Very early in the morning Carmichael awoke, and being tempted by the sunrise, arose and went downstairs. As he came near the study door he heard a voice in prayer, and knew that the Rabbi had been all night in intercession.
“Thou hast denied me wife and child; deny me not Thyself. . . . A stranger Thou hast made me among men; refuse me not a place in the City. . . . Deal graciously with this lad who has been to me as a son in the Gospel. . . . He has not despised an old man; put not his heart to confusion. . . .”
Carmichael crept upstairs again, but not to sleep, and at breakfast he pledged the Rabbi to come up some day and see Kate Carnegie.
One day Carmichael, who had quarrelled with Kate over Mary Queen of Scots and had lost hope, came to a good resolution suddenly, and went down to see Rabbi Saunderson—the very thought of whose gentle, patient, selfless life was a rebuke and a tonic.
When two tramps held conference on the road, and one indicated to the other visibly that any gentleman in temporary distress would be treated after a Christian fashion at a neighbouring house, Carmichael, who had been walking in a dream since he passed the Lodge, knew instantly that he must be near the Free Kirk manse of Kilbogie. The means of communication between the members of the nomadic profession is almost perfect in its frequency and accuracy, and Saunderson’s manse was a hedge-side word. Not only did all the regular travellers by the north road call on their going up in spring and their coming down in autumn, but habitues of the east coast route were attracted and made a circuit to embrace so hospitable a home, and even country vagrants made their way from Dunleith and down through Glen Urtach to pay their respects to the Rabbi.
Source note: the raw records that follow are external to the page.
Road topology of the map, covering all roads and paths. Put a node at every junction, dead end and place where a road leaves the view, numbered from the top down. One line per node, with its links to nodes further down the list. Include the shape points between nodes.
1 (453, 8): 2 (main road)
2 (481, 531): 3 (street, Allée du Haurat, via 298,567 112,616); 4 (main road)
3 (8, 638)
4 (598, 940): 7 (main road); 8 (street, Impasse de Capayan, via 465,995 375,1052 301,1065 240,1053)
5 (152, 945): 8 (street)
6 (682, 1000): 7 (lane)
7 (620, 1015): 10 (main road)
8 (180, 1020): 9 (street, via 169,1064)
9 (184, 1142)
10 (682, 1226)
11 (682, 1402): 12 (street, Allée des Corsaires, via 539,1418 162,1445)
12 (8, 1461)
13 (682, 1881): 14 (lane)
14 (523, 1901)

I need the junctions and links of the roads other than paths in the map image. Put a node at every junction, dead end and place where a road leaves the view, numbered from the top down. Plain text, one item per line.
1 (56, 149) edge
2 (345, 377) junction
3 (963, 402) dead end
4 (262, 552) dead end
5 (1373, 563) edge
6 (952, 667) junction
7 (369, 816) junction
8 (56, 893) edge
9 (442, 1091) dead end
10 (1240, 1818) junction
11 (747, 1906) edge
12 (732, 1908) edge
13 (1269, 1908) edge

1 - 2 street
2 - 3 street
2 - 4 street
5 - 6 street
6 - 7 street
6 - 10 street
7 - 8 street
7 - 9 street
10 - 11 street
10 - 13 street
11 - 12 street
They had particular directions to avoid Barbara—expressed in cypher on five different posts in the vicinity, and enforced in picturesque language, of an evening—and they were therefore careful to waylay the Rabbi on the road, or enter his study boldly from the front. The humbler members of the profession contented themselves with explaining that they had once been prosperous tradesmen, and were now walking to Muirtown in search of work—receiving their alms in silence, with diffidence and shame; but those in a higher walk came to consult the Rabbi on Bible difficulties, which were threatening to shake their faith, and departed much relieved—with a new view of Lot’s wife, as well as a suit of clothes the Rabbi had only worn three times.